* Work item: Restate every entry word for word.
-- Dataset extract follows --
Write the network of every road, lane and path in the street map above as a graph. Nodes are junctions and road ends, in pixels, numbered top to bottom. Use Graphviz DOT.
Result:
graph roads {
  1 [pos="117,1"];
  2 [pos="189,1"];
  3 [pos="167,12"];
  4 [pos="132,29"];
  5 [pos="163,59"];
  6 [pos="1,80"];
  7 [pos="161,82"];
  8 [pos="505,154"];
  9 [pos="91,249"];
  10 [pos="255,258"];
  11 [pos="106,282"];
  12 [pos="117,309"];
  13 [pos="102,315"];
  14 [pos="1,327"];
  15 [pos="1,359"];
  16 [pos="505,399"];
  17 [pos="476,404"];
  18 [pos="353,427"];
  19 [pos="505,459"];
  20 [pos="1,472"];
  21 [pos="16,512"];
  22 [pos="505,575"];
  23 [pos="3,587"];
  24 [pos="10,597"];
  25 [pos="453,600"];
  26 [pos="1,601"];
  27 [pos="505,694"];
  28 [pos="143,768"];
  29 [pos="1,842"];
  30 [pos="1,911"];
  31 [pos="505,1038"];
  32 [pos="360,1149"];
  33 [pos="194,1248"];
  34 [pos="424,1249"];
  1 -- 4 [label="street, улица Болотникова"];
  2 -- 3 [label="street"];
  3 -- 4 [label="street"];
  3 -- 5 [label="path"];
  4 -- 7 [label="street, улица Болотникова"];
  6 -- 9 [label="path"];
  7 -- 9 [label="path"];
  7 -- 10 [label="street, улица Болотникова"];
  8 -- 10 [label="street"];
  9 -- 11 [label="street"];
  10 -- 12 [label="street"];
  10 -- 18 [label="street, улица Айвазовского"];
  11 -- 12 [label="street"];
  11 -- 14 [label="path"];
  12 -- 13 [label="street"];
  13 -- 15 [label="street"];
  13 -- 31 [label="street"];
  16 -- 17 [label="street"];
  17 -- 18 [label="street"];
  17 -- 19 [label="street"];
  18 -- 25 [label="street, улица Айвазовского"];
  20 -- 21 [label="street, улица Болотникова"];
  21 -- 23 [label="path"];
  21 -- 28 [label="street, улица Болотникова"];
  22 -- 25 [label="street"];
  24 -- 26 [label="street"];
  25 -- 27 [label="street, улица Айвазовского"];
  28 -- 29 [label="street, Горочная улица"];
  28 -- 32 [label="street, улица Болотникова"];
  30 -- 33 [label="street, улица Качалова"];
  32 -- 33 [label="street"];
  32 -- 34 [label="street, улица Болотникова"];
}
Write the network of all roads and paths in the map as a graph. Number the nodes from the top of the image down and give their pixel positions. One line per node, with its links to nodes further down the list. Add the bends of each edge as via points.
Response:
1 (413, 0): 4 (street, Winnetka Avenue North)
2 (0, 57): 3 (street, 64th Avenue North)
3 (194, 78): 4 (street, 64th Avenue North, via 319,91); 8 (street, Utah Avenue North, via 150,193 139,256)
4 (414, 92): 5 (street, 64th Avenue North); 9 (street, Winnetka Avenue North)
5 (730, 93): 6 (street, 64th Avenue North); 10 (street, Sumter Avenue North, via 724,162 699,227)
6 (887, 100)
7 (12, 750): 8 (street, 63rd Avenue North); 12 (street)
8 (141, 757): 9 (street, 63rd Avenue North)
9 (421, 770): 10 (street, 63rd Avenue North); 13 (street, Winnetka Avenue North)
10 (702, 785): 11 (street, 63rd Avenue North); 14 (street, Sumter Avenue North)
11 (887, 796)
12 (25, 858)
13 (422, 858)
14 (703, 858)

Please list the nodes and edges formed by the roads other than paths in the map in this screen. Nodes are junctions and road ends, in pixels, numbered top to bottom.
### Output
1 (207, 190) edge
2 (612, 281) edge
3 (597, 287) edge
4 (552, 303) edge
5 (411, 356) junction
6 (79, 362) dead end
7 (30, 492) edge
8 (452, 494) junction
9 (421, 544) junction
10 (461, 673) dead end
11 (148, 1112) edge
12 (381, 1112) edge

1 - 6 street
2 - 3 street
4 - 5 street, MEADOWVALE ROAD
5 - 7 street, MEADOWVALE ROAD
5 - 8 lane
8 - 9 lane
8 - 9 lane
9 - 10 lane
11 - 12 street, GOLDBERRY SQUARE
-- Dataset extract concluded --
* Response:
Write the network of every road, lane and path in the street map above as a graph. Nodes are junctions and road ends, in pixels, numbered top to bottom. Use Graphviz DOT.
Result:
graph roads {
  1 [pos="117,1"];
  2 [pos="189,1"];
  3 [pos="167,12"];
  4 [pos="132,29"];
  5 [pos="163,59"];
  6 [pos="1,80"];
  7 [pos="161,82"];
  8 [pos="505,154"];
  9 [pos="91,249"];
  10 [pos="255,258"];
  11 [pos="106,282"];
  12 [pos="117,309"];
  13 [pos="102,315"];
  14 [pos="1,327"];
  15 [pos="1,359"];
  16 [pos="505,399"];
  17 [pos="476,404"];
  18 [pos="353,427"];
  19 [pos="505,459"];
  20 [pos="1,472"];
  21 [pos="16,512"];
  22 [pos="505,575"];
  23 [pos="3,587"];
  24 [pos="10,597"];
  25 [pos="453,600"];
  26 [pos="1,601"];
  27 [pos="505,694"];
  28 [pos="143,768"];
  29 [pos="1,842"];
  30 [pos="1,911"];
  31 [pos="505,1038"];
  32 [pos="360,1149"];
  33 [pos="194,1248"];
  34 [pos="424,1249"];
  1 -- 4 [label="street, улица Болотникова"];
  2 -- 3 [label="street"];
  3 -- 4 [label="street"];
  3 -- 5 [label="path"];
  4 -- 7 [label="street, улица Болотникова"];
  6 -- 9 [label="path"];
  7 -- 9 [label="path"];
  7 -- 10 [label="street, улица Болотникова"];
  8 -- 10 [label="street"];
  9 -- 11 [label="street"];
  10 -- 12 [label="street"];
  10 -- 18 [label="street, улица Айвазовского"];
  11 -- 12 [label="street"];
  11 -- 14 [label="path"];
  12 -- 13 [label="street"];
  13 -- 15 [label="street"];
  13 -- 31 [label="street"];
  16 -- 17 [label="street"];
  17 -- 18 [label="street"];
  17 -- 19 [label="street"];
  18 -- 25 [label="street, улица Айвазовского"];
  20 -- 21 [label="street, улица Болотникова"];
  21 -- 23 [label="path"];
  21 -- 28 [label="street, улица Болотникова"];
  22 -- 25 [label="street"];
  24 -- 26 [label="street"];
  25 -- 27 [label="street, улица Айвазовского"];
  28 -- 29 [label="street, Горочная улица"];
  28 -- 32 [label="street, улица Болотникова"];
  30 -- 33 [label="street, улица Качалова"];
  32 -- 33 [label="street"];
  32 -- 34 [label="street, улица Болотникова"];
}
Write the network of all roads and paths in the map as a graph. Number the nodes from the top of the image down and give their pixel positions. One line per node, with its links to nodes further down the list. Add the bends of each edge as via points.
Response:
1 (413, 0): 4 (street, Winnetka Avenue North)
2 (0, 57): 3 (street, 64th Avenue North)
3 (194, 78): 4 (street, 64th Avenue North, via 319,91); 8 (street, Utah Avenue North, via 150,193 139,256)
4 (414, 92): 5 (street, 64th Avenue North); 9 (street, Winnetka Avenue North)
5 (730, 93): 6 (street, 64th Avenue North); 10 (street, Sumter Avenue North, via 724,162 699,227)
6 (887, 100)
7 (12, 750): 8 (street, 63rd Avenue North); 12 (street)
8 (141, 757): 9 (street, 63rd Avenue North)
9 (421, 770): 10 (street, 63rd Avenue North); 13 (street, Winnetka Avenue North)
10 (702, 785): 11 (street, 63rd Avenue North); 14 (street, Sumter Avenue North)
11 (887, 796)
12 (25, 858)
13 (422, 858)
14 (703, 858)

Please list the nodes and edges formed by the roads other than paths in the map in this screen. Nodes are junctions and road ends, in pixels, numbered top to bottom.
### Output
1 (207, 190) edge
2 (612, 281) edge
3 (597, 287) edge
4 (552, 303) edge
5 (411, 356) junction
6 (79, 362) dead end
7 (30, 492) edge
8 (452, 494) junction
9 (421, 544) junction
10 (461, 673) dead end
11 (148, 1112) edge
12 (381, 1112) edge

1 - 6 street
2 - 3 street
4 - 5 street, MEADOWVALE ROAD
5 - 7 street, MEADOWVALE ROAD
5 - 8 lane
8 - 9 lane
8 - 9 lane
9 - 10 lane
11 - 12 street, GOLDBERRY SQUARE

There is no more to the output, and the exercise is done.